Однако, мой проект не только о пострадавших от Чернобыльской аварии. Он обо всех инвалидах, которых не замечает общество. К сожалению, тема инвалидности все еще табуирована в Белоруссии. Возможно, это связано с постсоветским менталитетом, религией или просто недостатком информации и общих знаний об инвалидности.

– Прошло 30 лет со дня катастрофы – на что похожа жизнь тех людей, с которыми вы встречались?

– Когда я говорю «жертвы Чернобыльской катастрофы», я не имею в виду людей, которые были непосредственными жертвами, как например работники электростанции или ликвидаторы аварии. Я имею в виду людей, которые родились после апреля 1986 года физически- или умственно неполноценными. Некоторым детям Чернобыля сейчас по 30-ть лет, другие родились недавно, и многие еще родятся в будущем. Мутировавший ген – прямое следствие радиации – может передаваться в поколениях.

Большинство жертв Чернобыля и инвалидов живут в белорусских интернатах. Это государственные учреждения – нечто среднее между детскими домами, приютами и хосписами. Честно говоря, люди, живущие в них, просто влачат свое существование – им не предоставляется никакое образование, и их активность минимальна. Они просто поддерживают свое существование: готовят пищу, убираются и работают на полях. Очень часто они заводят крепкую дружбу между собой и живут друг для друга.

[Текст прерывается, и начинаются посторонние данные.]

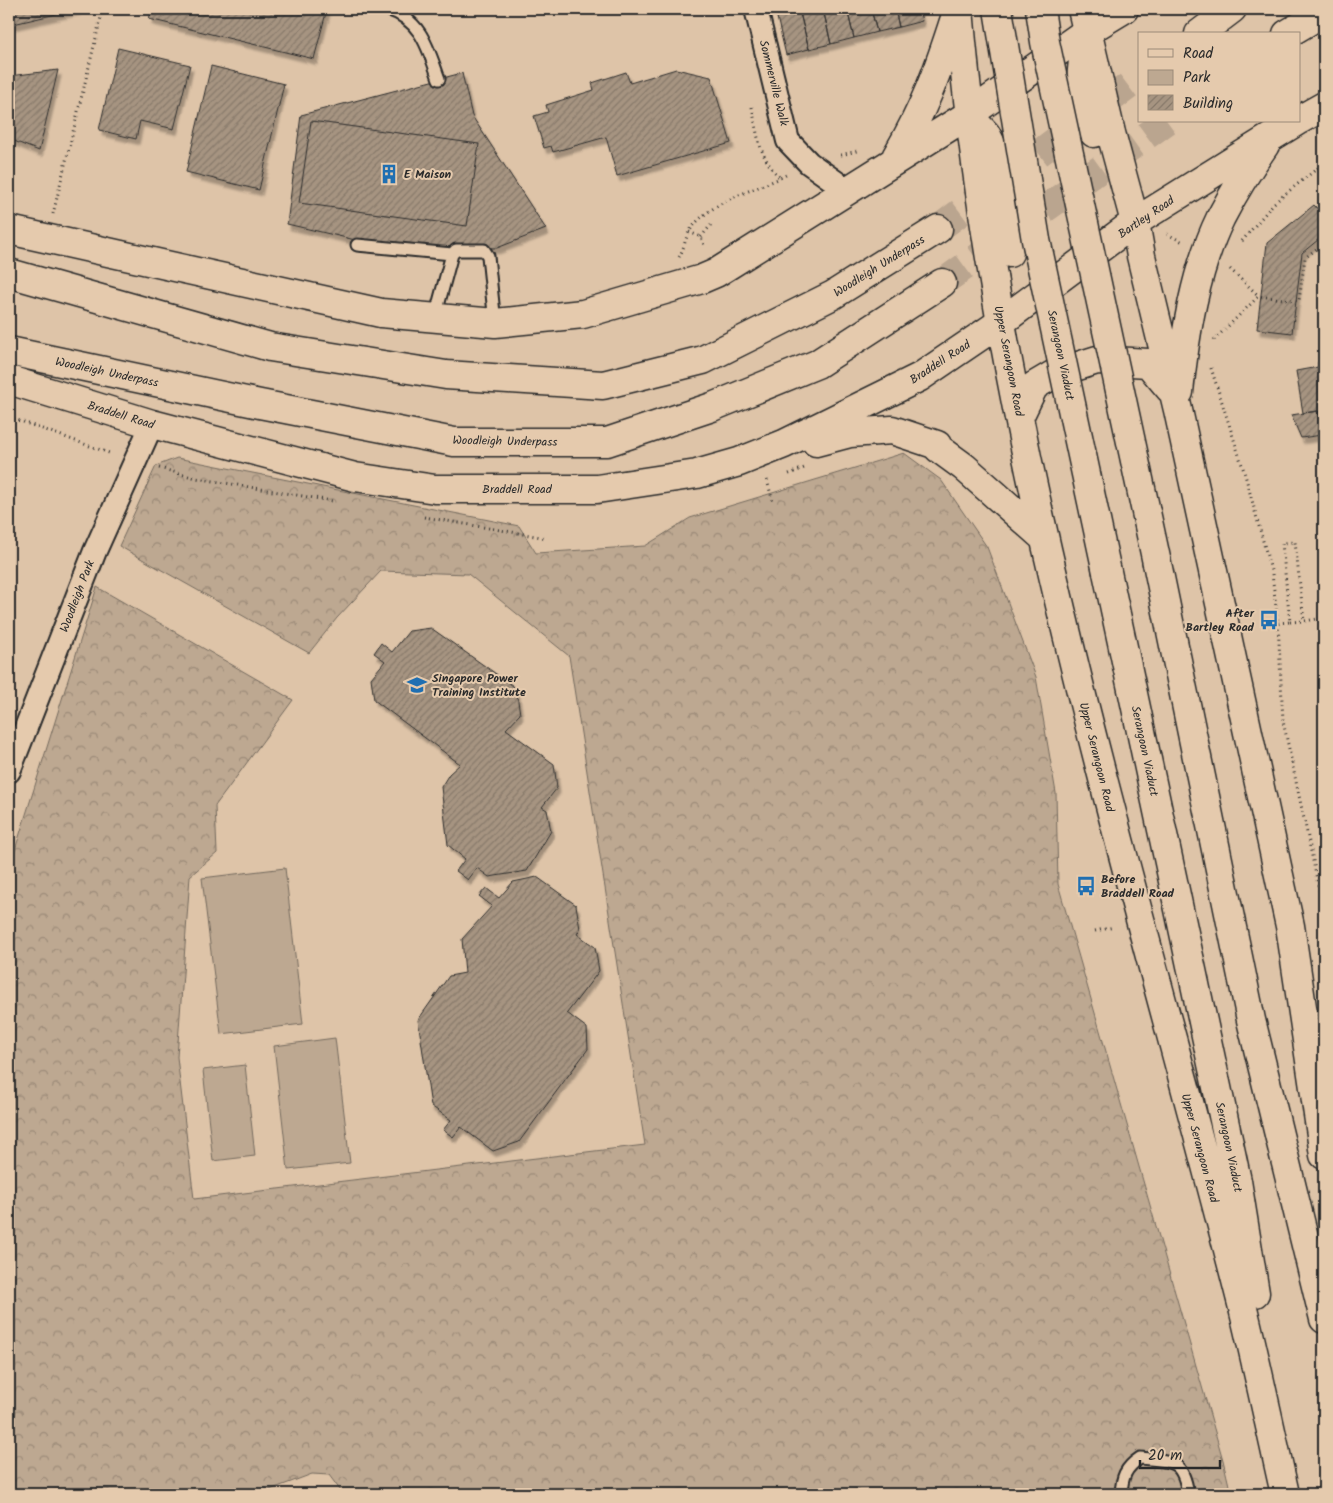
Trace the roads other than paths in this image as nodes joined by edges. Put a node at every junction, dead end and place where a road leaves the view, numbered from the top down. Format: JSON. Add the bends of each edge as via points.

– С какими трудностями вы столкнулись при съемке?

– Это были трудности скорее личного характера, чем технические. Работая в таких местах невозможно не испытывать сильные эмоции – не только во время съемки, но проводя время с обитателями интернатов, слушая их истории и пытаясь понять, как работает система, в которой они живут. То, что вы увидите, действует удручающе.

– Что вы надеетесь показать или добиться своими фотографиями?

– Я хочу, чтобы эти невидимые люди стали видимым. Я хочу, чтобы люди узнали больше об их жизни и услышали их истории, которые никому неизвестны. Я хочу, чтобы Белорусский народ лучше заботился о них, потому что будущее этих людей действительно находится в руках белорусского народа.

Места подобные этим есть во многих других странах по всей Европе и за ее пределами. Люди должны понимать, что неправильно отделять тех, кто имеет психические или физические недостатки, от остального общества.

Я надеюсь, что родители станут сильнее, принимая решение заботиться о детях-инвалидах, и увидят какие они красивые на самом деле. Государственные учреждения – не лучшее место для них. Я видела это своими собственными глазами.